(Data under study)

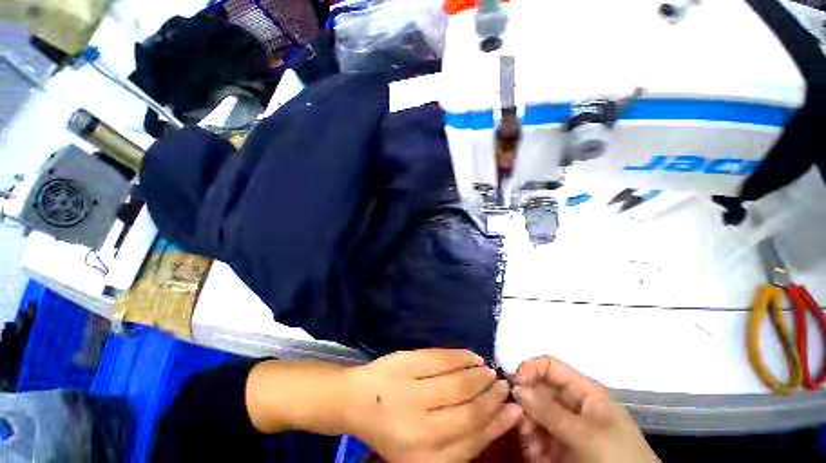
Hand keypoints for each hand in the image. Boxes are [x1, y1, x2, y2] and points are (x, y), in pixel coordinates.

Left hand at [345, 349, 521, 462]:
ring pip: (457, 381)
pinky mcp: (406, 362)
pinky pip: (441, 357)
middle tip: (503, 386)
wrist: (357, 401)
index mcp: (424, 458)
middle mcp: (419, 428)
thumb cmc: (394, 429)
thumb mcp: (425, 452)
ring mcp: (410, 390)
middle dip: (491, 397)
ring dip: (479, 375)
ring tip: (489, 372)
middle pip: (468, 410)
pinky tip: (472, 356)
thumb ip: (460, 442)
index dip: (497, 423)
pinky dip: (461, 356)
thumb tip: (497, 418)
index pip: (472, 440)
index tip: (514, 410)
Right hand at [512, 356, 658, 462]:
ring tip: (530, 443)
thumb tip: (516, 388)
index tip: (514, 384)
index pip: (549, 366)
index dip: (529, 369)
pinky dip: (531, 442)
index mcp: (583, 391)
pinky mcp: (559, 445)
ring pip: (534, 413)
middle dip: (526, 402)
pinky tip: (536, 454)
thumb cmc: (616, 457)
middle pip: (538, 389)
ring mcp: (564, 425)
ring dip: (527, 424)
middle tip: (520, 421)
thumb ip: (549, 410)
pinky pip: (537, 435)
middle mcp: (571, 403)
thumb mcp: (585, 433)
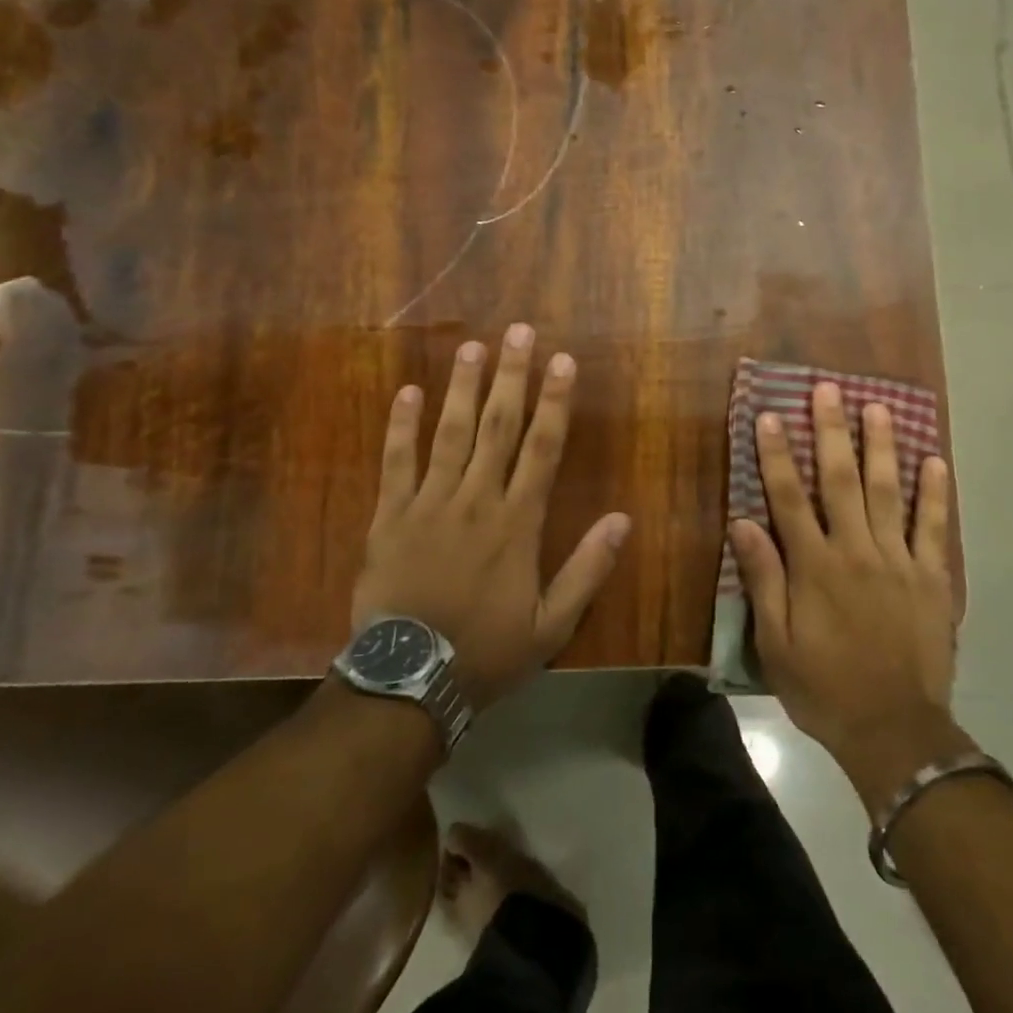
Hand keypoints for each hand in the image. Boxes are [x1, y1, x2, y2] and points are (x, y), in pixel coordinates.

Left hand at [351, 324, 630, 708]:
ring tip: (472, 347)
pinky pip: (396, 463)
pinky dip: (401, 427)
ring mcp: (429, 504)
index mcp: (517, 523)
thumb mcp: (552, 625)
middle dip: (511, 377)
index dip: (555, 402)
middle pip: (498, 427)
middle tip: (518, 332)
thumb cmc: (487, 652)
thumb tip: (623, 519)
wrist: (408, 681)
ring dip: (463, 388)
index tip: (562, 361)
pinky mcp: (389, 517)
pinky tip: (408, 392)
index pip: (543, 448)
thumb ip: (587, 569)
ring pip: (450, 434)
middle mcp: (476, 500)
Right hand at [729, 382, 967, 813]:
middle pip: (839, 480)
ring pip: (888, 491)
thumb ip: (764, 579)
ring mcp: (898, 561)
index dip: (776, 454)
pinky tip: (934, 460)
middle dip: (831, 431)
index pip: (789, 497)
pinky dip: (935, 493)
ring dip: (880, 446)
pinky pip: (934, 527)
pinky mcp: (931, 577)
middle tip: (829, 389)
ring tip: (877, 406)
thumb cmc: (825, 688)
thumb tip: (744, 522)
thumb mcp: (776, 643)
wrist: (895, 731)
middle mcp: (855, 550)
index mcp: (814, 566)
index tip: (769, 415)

(What the task asks)
Would you repeat the material exactly, keeping out any pictures?

(Written solution)
Hand keypoints for each hand in the image. Boxes are [x1, y1, x2, y2] and points are (x, y), in pixel coordinates.

Left hand at [345, 349, 521, 462]:
ring pip: (457, 381)
pinky mcp: (406, 362)
pinky pip: (441, 357)
middle tip: (503, 386)
wrist: (357, 401)
index mcp: (424, 458)
middle mcp: (419, 428)
thumb cmc: (394, 429)
thumb mcp: (425, 452)
ring mcp: (410, 390)
middle dip: (491, 397)
ring dip: (479, 375)
ring tip: (489, 372)
middle pip: (468, 410)
pinky tip: (472, 356)
thumb ip: (460, 442)
index dip: (497, 423)
pinky dip: (461, 356)
thumb tip: (497, 418)
index pip: (472, 440)
index tip: (514, 410)
Right hand at [512, 356, 658, 462]:
ring tip: (530, 443)
thumb tip: (516, 388)
index tip: (514, 384)
index pip: (549, 366)
index dip: (529, 369)
pinky dip: (531, 442)
index mcp: (583, 391)
pinky mcp: (559, 445)
ring pip: (534, 413)
middle dip: (526, 402)
pinky tip: (536, 454)
thumb cmc: (616, 457)
middle pip: (538, 389)
ring mcp: (564, 425)
ring dip: (527, 424)
middle tip: (520, 421)
thumb ip: (549, 410)
pinky pip: (537, 435)
middle mcp: (571, 403)
thumb mcp: (585, 433)
Hand keypoints for each hand in the image. Boxes are [x1, y1, x2, y2] and points are (x, y), in pixel coordinates.

Left hand at [351, 324, 630, 708]:
ring tip: (472, 347)
pinky pip: (396, 463)
pinky dip: (401, 427)
ring mcp: (429, 504)
index mcp: (517, 523)
thumb mcp: (552, 625)
middle dip: (511, 377)
index dip: (555, 402)
middle pip: (498, 427)
middle tip: (518, 332)
thumb cmc: (487, 652)
thumb tip: (623, 519)
wrist: (408, 681)
ring dip: (463, 388)
index tip: (562, 361)
pinky mcp: (389, 517)
pinky tip: (408, 392)
index pip: (543, 448)
thumb ip: (587, 569)
ring pip: (450, 434)
middle mcp: (476, 500)
Right hand at [729, 382, 967, 813]:
middle pip: (839, 480)
ring pip: (888, 491)
thumb ip: (764, 579)
ring mcp: (898, 561)
index dip: (776, 454)
pinky tip: (934, 460)
middle dip: (831, 431)
index pip: (789, 497)
pinky dip: (935, 493)
ring dip: (880, 446)
pinky pip: (934, 527)
pinky mcp: (931, 577)
middle tip: (829, 389)
ring tip: (877, 406)
thumb cmc: (825, 688)
thumb tip: (744, 522)
thumb mcp: (776, 643)
wrist: (895, 731)
middle mcp: (855, 550)
index mcp: (814, 566)
index tip: (769, 415)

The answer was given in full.